The best supported cognitive behavioral treatment practices for individuals with SAD involve the combination of correcting maladaptive thinking patterns (cognitive restructuring) and confronting feared stimuli, ie, exposure to social situations.
Individuals with SAD often display problematic thinking patterns (eg, “they will think I’m weak if my voice shakes”) and disbeliefs, eg, (“If people really knew me, they wouldn’t like me”). During cognitive restructuring the psychologist and patient collaboratively identify distorted or maladaptive cognitions and challenge them using such strategies as Socratic questioning, logical disputation and behavioral experiments.
Mindfulness treatments are less effective than CBT, but can be more cost effective.
A substantial body of evidence demonstrated the effectiveness of several regimens of medicines for SAD including SSRIs and SNRIs have been found effective in clinical trials. SSRI’s are a first line treatment for SAD. Sertraline, fluoxetine, and venlafloxine have received FDA approval for SAD. (Gabbard, 2014) notes that buspirone is effective at a dosage of ≥ 45 mg/ day.
CBT is noted by (Gabbard, 2015) to produce more enduring effects than medicines alone.
GAD is a chronic and highly comorbid illness characterized by excessive and uncontrollable worry (Hecher, et al. 2005) and is associated with fluctuations in symptom severity and impairment (Witchen, et al. 2000). Recovery rates range from 32-58% and recurrence rate is 45-52% (Rodriguez, et al 2006) over a 2 year period. Patients with GAD anticipate negative outcomes or worst case scenarios. Cognitive behavioral therapy (CBT) is helpful and acts on restructuring thought processes and “resetting” negative thought patterns. CBT is the best established psychotherapeutic treatment for GAD. CBT promotes changes in patients via early anxiety triggers, challenging negative thought patterns, recurring avoidance behaviors and improving skills to manage worry and anxiety. Relaxation techniques are used to address elevated anxiety.

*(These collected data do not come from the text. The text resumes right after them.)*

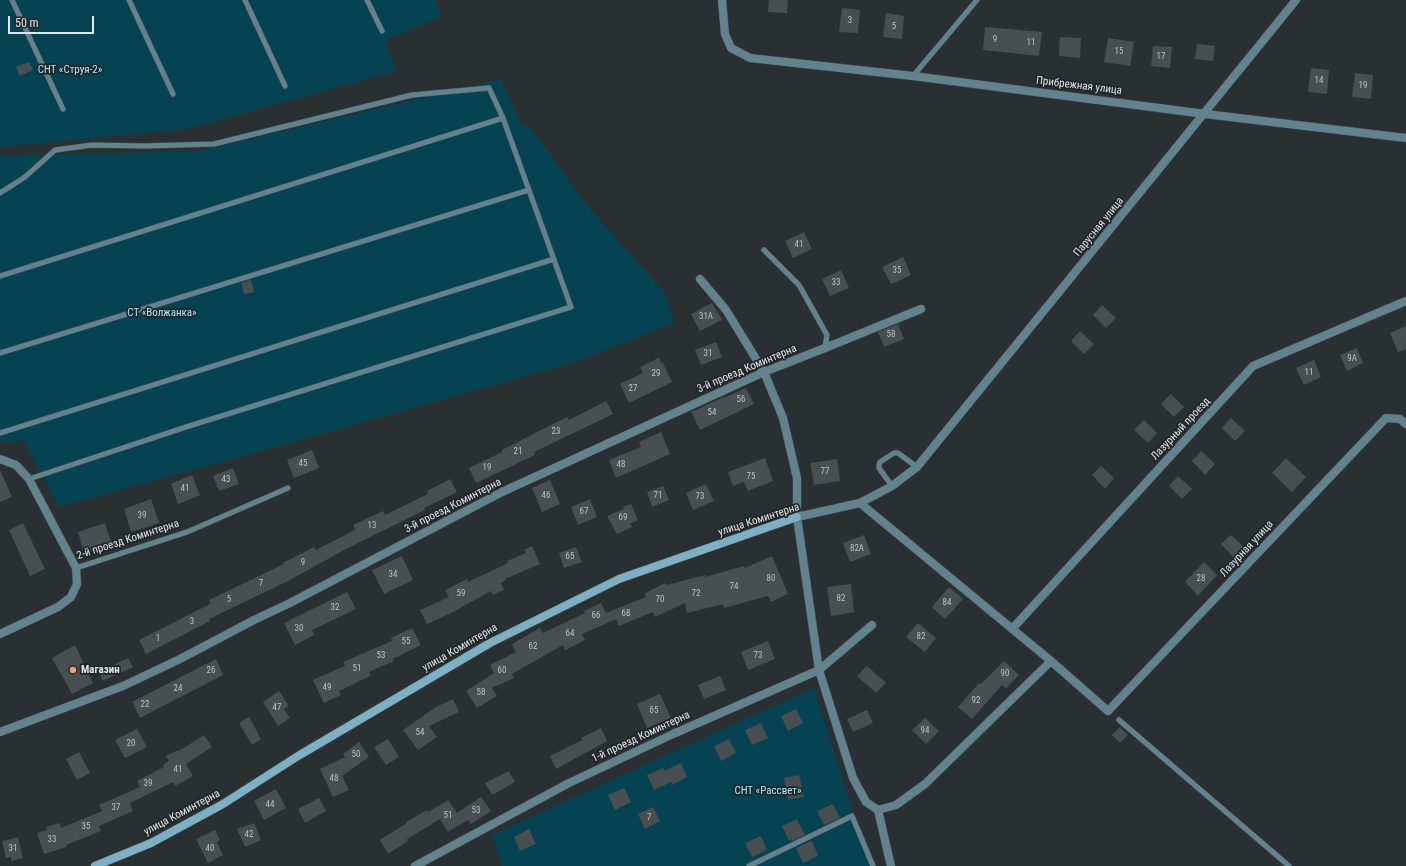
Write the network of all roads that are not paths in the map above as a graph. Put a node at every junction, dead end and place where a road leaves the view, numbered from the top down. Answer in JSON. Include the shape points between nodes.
{"nodes":[{"id":1,"x":12,"y":0,"type":"edge"},
{"id":2,"x":129,"y":0,"type":"edge"},
{"id":3,"x":245,"y":0,"type":"edge"},
{"id":4,"x":368,"y":0,"type":"edge"},
{"id":5,"x":722,"y":0,"type":"edge"},
{"id":6,"x":977,"y":0,"type":"edge"},
{"id":7,"x":1296,"y":0,"type":"edge"},
{"id":8,"x":382,"y":31,"type":"dead end"},
{"id":9,"x":913,"y":76,"type":"junction"},
{"id":10,"x":285,"y":86,"type":"dead end"},
{"id":11,"x":173,"y":94,"type":"dead end"},
{"id":12,"x":63,"y":109,"type":"dead end"},
{"id":13,"x":1205,"y":114,"type":"junction"},
{"id":14,"x":503,"y":118,"type":"junction"},
{"id":15,"x":1406,"y":138,"type":"edge"},
{"id":16,"x":529,"y":190,"type":"junction"},
{"id":17,"x":0,"y":193,"type":"edge"},
{"id":18,"x":764,"y":250,"type":"dead end"},
{"id":19,"x":554,"y":259,"type":"junction"},
{"id":20,"x":0,"y":276,"type":"edge"},
{"id":21,"x":700,"y":279,"type":"dead end"},
{"id":22,"x":1406,"y":301,"type":"edge"},
{"id":23,"x":921,"y":309,"type":"dead end"},
{"id":24,"x":826,"y":348,"type":"junction"},
{"id":25,"x":0,"y":353,"type":"edge"},
{"id":26,"x":764,"y":372,"type":"junction"},
{"id":27,"x":1406,"y":424,"type":"edge"},
{"id":28,"x":0,"y":433,"type":"edge"},
{"id":29,"x":0,"y":459,"type":"edge"},
{"id":30,"x":917,"y":467,"type":"junction"},
{"id":31,"x":29,"y":479,"type":"junction"},
{"id":32,"x":892,"y":486,"type":"junction"},
{"id":33,"x":288,"y":488,"type":"dead end"},
{"id":34,"x":860,"y":503,"type":"junction"},
{"id":35,"x":797,"y":518,"type":"junction"},
{"id":36,"x":76,"y":568,"type":"junction"},
{"id":37,"x":872,"y":625,"type":"dead end"},
{"id":38,"x":1012,"y":628,"type":"junction"},
{"id":39,"x":0,"y":634,"type":"edge"},
{"id":40,"x":1051,"y":661,"type":"junction"},
{"id":41,"x":819,"y":670,"type":"junction"},
{"id":42,"x":1119,"y":720,"type":"dead end"},
{"id":43,"x":0,"y":732,"type":"edge"},
{"id":44,"x":878,"y":810,"type":"junction"},
{"id":45,"x":96,"y":866,"type":"edge"},
{"id":46,"x":415,"y":866,"type":"edge"},
{"id":47,"x":749,"y":866,"type":"edge"},
{"id":48,"x":873,"y":866,"type":"edge"},
{"id":49,"x":891,"y":866,"type":"edge"},
{"id":50,"x":1289,"y":866,"type":"edge"}],
"edges":[{"from":1,"to":12,"type":"lane"},
{"from":2,"to":11,"type":"lane"},
{"from":3,"to":10,"type":"lane"},
{"from":4,"to":8,"type":"lane"},
{"from":5,"to":9,"type":"street","name":"Прибрежная улица","via":[[725,34],[731,48],[750,58]]},
{"from":6,"to":9,"type":"lane"},
{"from":7,"to":13,"type":"street","name":"Парусная улица"},
{"from":9,"to":13,"type":"street","name":"Прибрежная улица"},
{"from":13,"to":15,"type":"street","name":"Прибрежная улица"},
{"from":13,"to":30,"type":"street","name":"Парусная улица"},
{"from":14,"to":16,"type":"lane"},
{"from":14,"to":17,"type":"lane","via":[[489,88],[412,95],[214,144],[92,145],[56,150],[25,178]]},
{"from":14,"to":20,"type":"lane"},
{"from":16,"to":19,"type":"lane"},
{"from":16,"to":25,"type":"lane"},
{"from":18,"to":24,"type":"lane","via":[[799,285],[827,335]]},
{"from":19,"to":28,"type":"lane"},
{"from":19,"to":31,"type":"lane","via":[[571,307],[186,427]]},
{"from":21,"to":26,"type":"street","via":[[726,310]]},
{"from":22,"to":38,"type":"street","name":"Лазурный проезд","via":[[1253,366]]},
{"from":23,"to":24,"type":"street","name":"3-й проезд Коминтерна"},
{"from":24,"to":26,"type":"street","name":"3-й проезд Коминтерна"},
{"from":26,"to":35,"type":"street","via":[[783,418],[797,478]]},
{"from":26,"to":43,"type":"street","name":"3-й проезд Коминтерна","via":[[502,492],[288,604],[123,686]]},
{"from":27,"to":40,"type":"street","name":"Лазурная улица","via":[[1400,419],[1386,418],[1108,711]]},
{"from":29,"to":31,"type":"street","via":[[16,465]]},
{"from":30,"to":32,"type":"street","name":"улица Коминтерна"},
{"from":30,"to":32,"type":"lane","via":[[898,453],[880,462],[879,468]]},
{"from":31,"to":36,"type":"street"},
{"from":32,"to":34,"type":"street","name":"улица Коминтерна"},
{"from":33,"to":36,"type":"lane","name":"2-й проезд Коминтерна","via":[[187,532]]},
{"from":34,"to":35,"type":"street","name":"улица Коминтерна"},
{"from":34,"to":38,"type":"street"},
{"from":35,"to":41,"type":"street"},
{"from":35,"to":45,"type":"street","name":"улица Коминтерна","via":[[619,579],[490,643],[298,756],[223,804],[151,843]]},
{"from":36,"to":39,"type":"street","name":"2-й проезд Коминтерна","via":[[77,584],[71,597],[58,607]]},
{"from":37,"to":41,"type":"street","name":"1-й проезд Коминтерна"},
{"from":38,"to":40,"type":"street"},
{"from":40,"to":44,"type":"street","via":[[925,784],[896,805]]},
{"from":41,"to":44,"type":"street","via":[[853,778],[866,802]]},
{"from":41,"to":46,"type":"street","name":"1-й проезд Коминтерна","via":[[569,783]]},
{"from":42,"to":50,"type":"lane"},
{"from":44,"to":49,"type":"street"},
{"from":47,"to":48,"type":"lane","via":[[852,816]]}]}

GAD is a chronic and highly comorbid illness marked by excessive and uncontrollable worry. GAD is typified by a later onset than other anxiety disorders. There is a low probability of recovery (32%-58%) and a likelihood of recurrence (45%-52%) (Rodriguez et al. 2006) over a 2 to 12 year period. GAD can be more debilitating than substance abuse disorders and personality disorder. Patients with GAD are vigilant in their environment for potential danger and negatively interpret neutral stimuli as threatening (Mathews & Mac Lord 1994). GAD is associated with restlessness, fatigue, irritability, concentration difficulties, muscle tension and sleep disturbance. Targeted interventions are necessary to address core symptoms.

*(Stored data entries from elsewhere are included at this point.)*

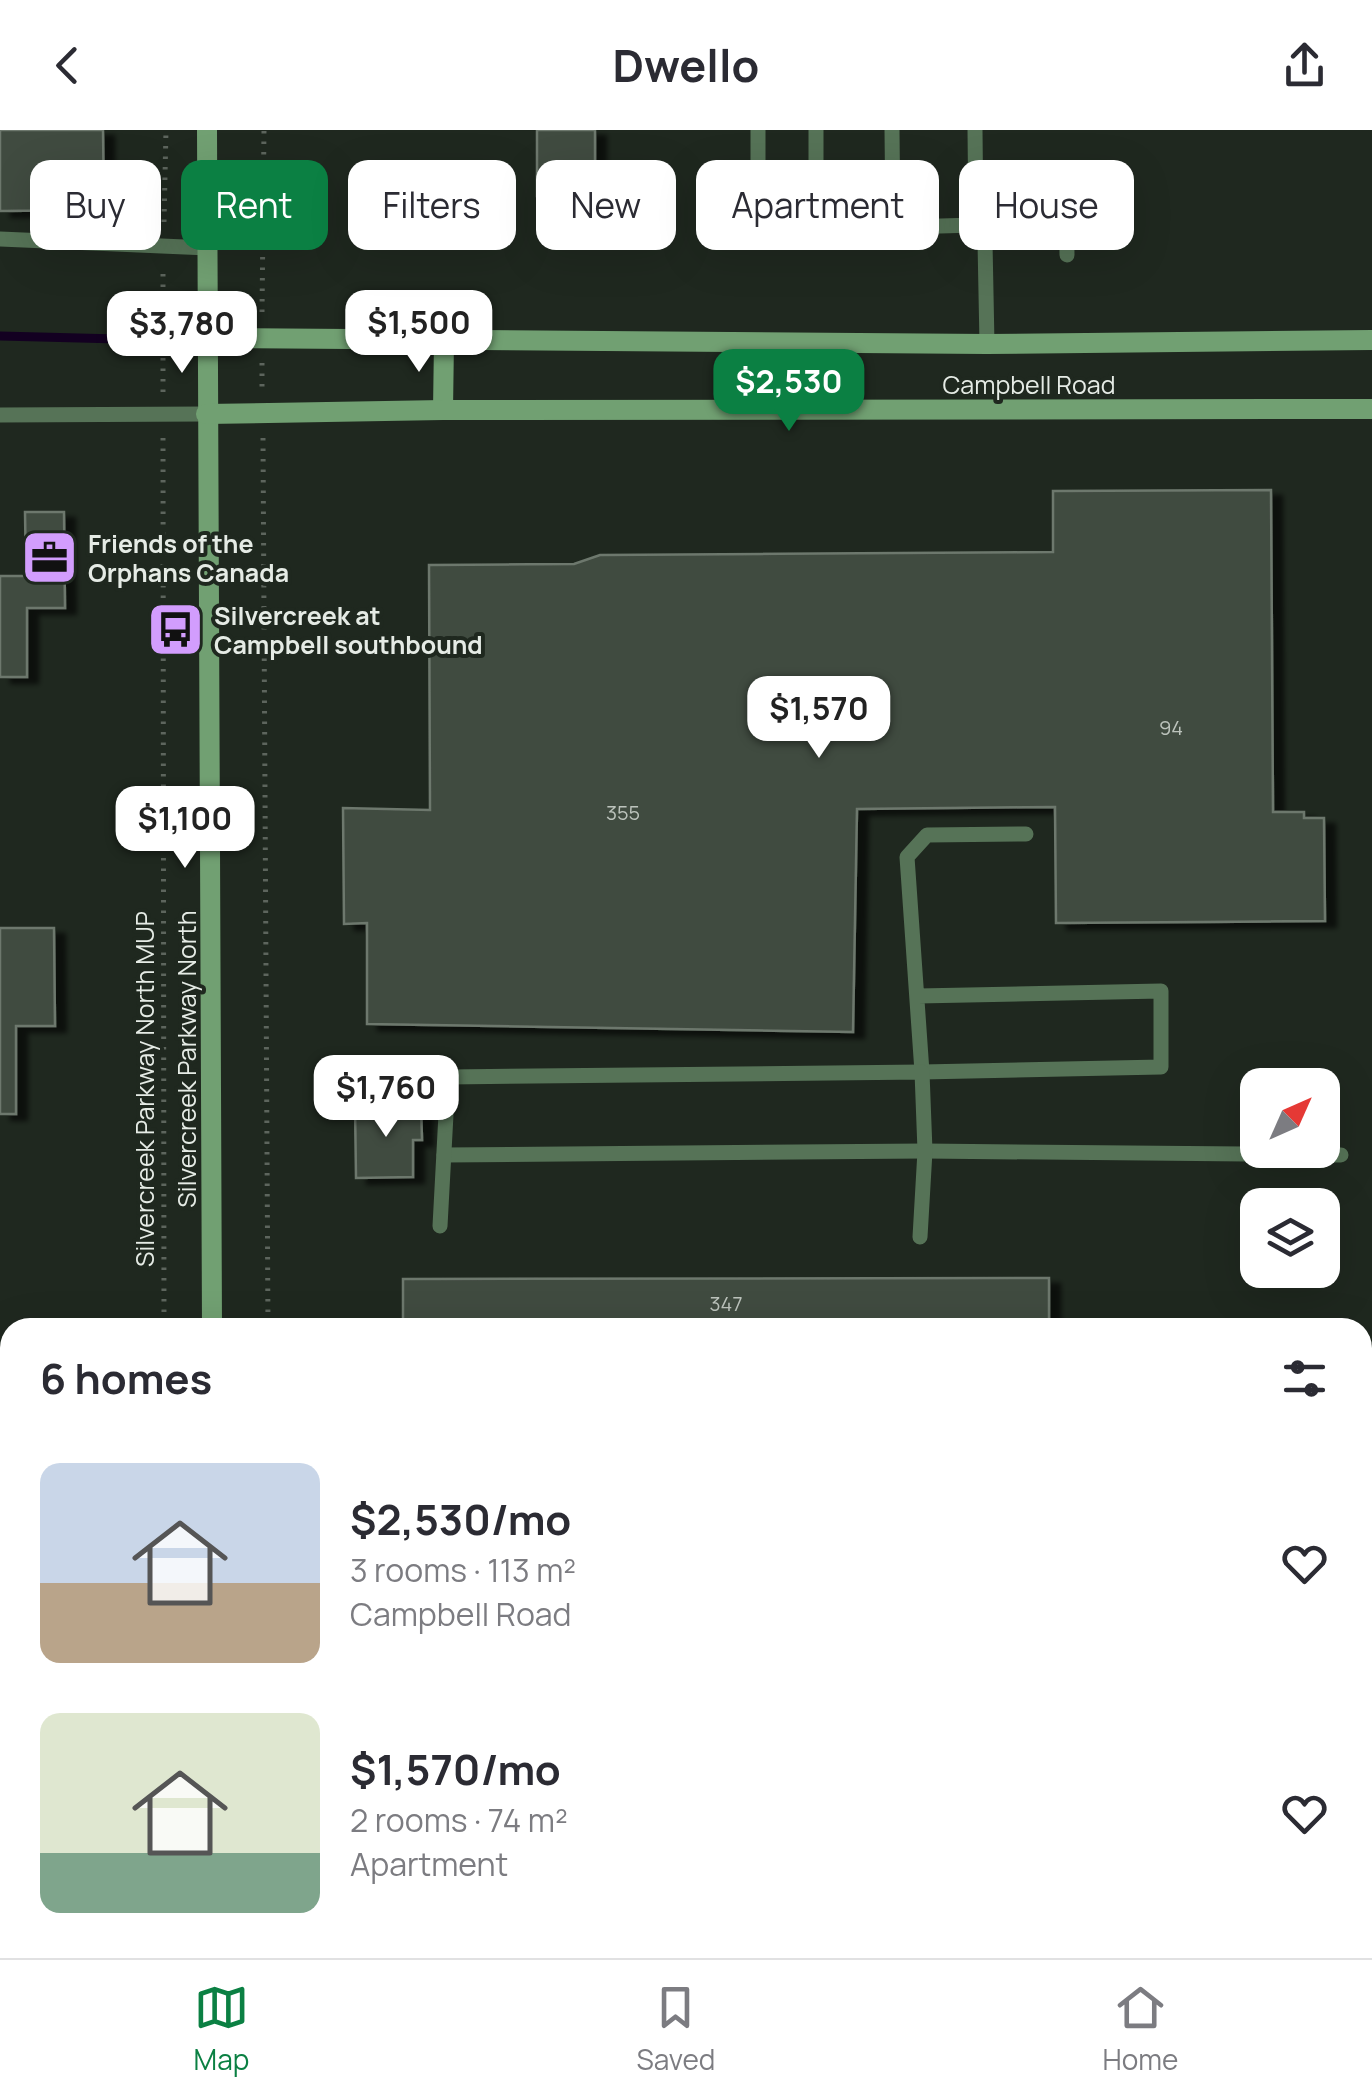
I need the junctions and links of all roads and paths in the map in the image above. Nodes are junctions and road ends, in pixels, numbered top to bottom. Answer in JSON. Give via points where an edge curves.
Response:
{"nodes":[{"id":1,"x":166,"y":130,"type":"edge"},
{"id":2,"x":207,"y":130,"type":"edge"},
{"id":3,"x":264,"y":130,"type":"edge"},
{"id":4,"x":758,"y":130,"type":"edge"},
{"id":5,"x":816,"y":130,"type":"edge"},
{"id":6,"x":892,"y":130,"type":"edge"},
{"id":7,"x":975,"y":130,"type":"edge"},
{"id":8,"x":207,"y":160,"type":"edge"},
{"id":9,"x":758,"y":160,"type":"edge"},
{"id":10,"x":816,"y":160,"type":"edge"},
{"id":11,"x":892,"y":160,"type":"edge"},
{"id":12,"x":976,"y":160,"type":"edge"},
{"id":13,"x":0,"y":239,"type":"edge"},
{"id":14,"x":163,"y":246,"type":"junction"},
{"id":15,"x":181,"y":247,"type":"edge"},
{"id":16,"x":208,"y":250,"type":"edge"},
{"id":17,"x":985,"y":250,"type":"edge"},
{"id":18,"x":1067,"y":250,"type":"edge"},
{"id":19,"x":1067,"y":254,"type":"dead end"},
{"id":20,"x":208,"y":338,"type":"junction"},
{"id":21,"x":262,"y":339,"type":"junction"},
{"id":22,"x":1372,"y":340,"type":"edge"},
{"id":23,"x":444,"y":341,"type":"junction"},
{"id":24,"x":987,"y":344,"type":"junction"},
{"id":25,"x":1372,"y":409,"type":"edge"},
{"id":26,"x":444,"y":410,"type":"junction"},
{"id":27,"x":262,"y":413,"type":"junction"},
{"id":28,"x":163,"y":414,"type":"junction"},
{"id":29,"x":206,"y":414,"type":"junction"},
{"id":30,"x":0,"y":415,"type":"edge"},
{"id":31,"x":1026,"y":834,"type":"dead end"},
{"id":32,"x":918,"y":996,"type":"junction"},
{"id":33,"x":922,"y":1072,"type":"junction"},
{"id":34,"x":925,"y":1151,"type":"junction"},
{"id":35,"x":1240,"y":1154,"type":"edge"},
{"id":36,"x":444,"y":1155,"type":"junction"},
{"id":37,"x":440,"y":1226,"type":"dead end"},
{"id":38,"x":920,"y":1237,"type":"dead end"},
{"id":39,"x":164,"y":1318,"type":"edge"},
{"id":40,"x":212,"y":1318,"type":"edge"},
{"id":41,"x":268,"y":1318,"type":"edge"}],
"edges":[{"from":1,"to":14,"type":"path","name":"Silvercreek Parkway North MUP"},
{"from":2,"to":8,"type":"street","name":"Silvercreek Parkway North"},
{"from":3,"to":21,"type":"path"},
{"from":4,"to":9,"type":"lane"},
{"from":5,"to":10,"type":"lane"},
{"from":6,"to":11,"type":"lane"},
{"from":7,"to":12,"type":"lane"},
{"from":13,"to":14,"type":"lane"},
{"from":14,"to":15,"type":"lane"},
{"from":14,"to":28,"type":"path","name":"Silvercreek Parkway North MUP"},
{"from":16,"to":20,"type":"street","name":"Silvercreek Parkway North"},
{"from":17,"to":24,"type":"lane"},
{"from":18,"to":19,"type":"lane"},
{"from":20,"to":21,"type":"street","name":"Campbell Road"},
{"from":20,"to":29,"type":"street","name":"Silvercreek Parkway North"},
{"from":21,"to":23,"type":"street","name":"Campbell Road"},
{"from":21,"to":27,"type":"path"},
{"from":22,"to":24,"type":"street","name":"Campbell Road"},
{"from":23,"to":24,"type":"street","name":"Campbell Road"},
{"from":23,"to":26,"type":"street"},
{"from":25,"to":26,"type":"street","name":"Campbell Road"},
{"from":26,"to":27,"type":"street","name":"Campbell Road"},
{"from":27,"to":29,"type":"street","name":"Campbell Road"},
{"from":27,"to":41,"type":"path"},
{"from":28,"to":29,"type":"lane"},
{"from":28,"to":30,"type":"lane"},
{"from":28,"to":39,"type":"path","name":"Silvercreek Parkway North MUP"},
{"from":29,"to":40,"type":"street","name":"Silvercreek Parkway North"},
{"from":31,"to":32,"type":"lane","via":[[927,835],[907,857]]},
{"from":32,"to":33,"type":"lane"},
{"from":32,"to":33,"type":"lane","via":[[1160,991],[1161,1068]]},
{"from":33,"to":34,"type":"lane"},
{"from":33,"to":36,"type":"lane","via":[[448,1077]]},
{"from":34,"to":35,"type":"lane"},
{"from":34,"to":36,"type":"lane"},
{"from":34,"to":38,"type":"lane"},
{"from":36,"to":37,"type":"lane"}]}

(Gabbard, 2014) reports that CBT is currently the best established psychotherapeutic treatment for GAD. CBT is effective in identifying early anxiety triggers, challenging and disrupting patient’s misconceptions and factors producing worry, and anxiety and encourage developmental adaptive modes of responding to situations (Newman, et al. 2006). Patients are asked to engage in self-monitoring to identify anxiety triggers. Relaxation training and guided visual imagery are quite helpful in alleviating anxiety. Cognitive restructuring assists in replacing thought distortions with more accurate thoughts.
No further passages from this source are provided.